Pelecium balli is a species of beetle in the family Carabidae. It was formally described in 2024 and is named after the American entomologist George Eugene Ball. It is part of the P. rotundipenne species group within its genus. Adults of this mediums-zed species reach a length of about 10 mm and have flat, elongate bodies. When viewed from above, they are shiny black and hairless, while the ventral side is shiny black. The legs are dark reddish-brown. The species is endemic to Paraná, Brazil, where it has only been collected from near São Luiz do Purunã.

==Taxonomy==
Pelecium balli was formally described in 2024 based on a female specimen collected from near São Luiz do Purunã in Paraná, Brazil. The species is named after the American entomologist George Eugene Ball, an expert in carabid ground beetles who was also co-author of a taxonomic revision of the genus Pelecium. It is part of the P. rotundipenne species group within the genus.

==Description==
Pelecium balli is a medium-sized species, with adults reaching a length of about 10 mm. They have elongate and flat bodies. The disc of the head, pronotum and elytra are shiny black and hairless when viewed dorsally, while the ventral surface is shiny black.

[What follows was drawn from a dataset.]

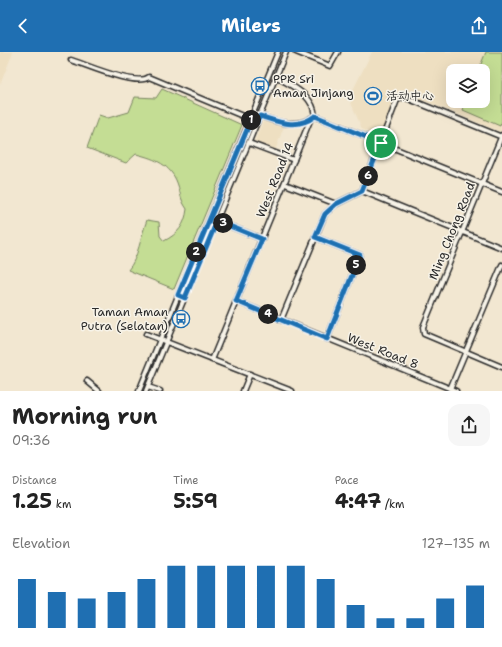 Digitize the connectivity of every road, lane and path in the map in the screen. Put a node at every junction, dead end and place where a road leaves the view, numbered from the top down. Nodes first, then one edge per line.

Sternite V has a mesh of fine yellow setae. The legs are dark reddish-brown. The species can be distinguished from others in its genus by a combination of its elongate body, punctiform frontal fovea of the head, fine and shallow median line of the pronotum, and the deeply impressed striae 1–5 and shallow stria six on each elytron.

P. paulae looks quite similar, but has a shallow and rounded pronotum posterior impression, compared to the shallow and line-shaped pronotum posterior impression of P. balli.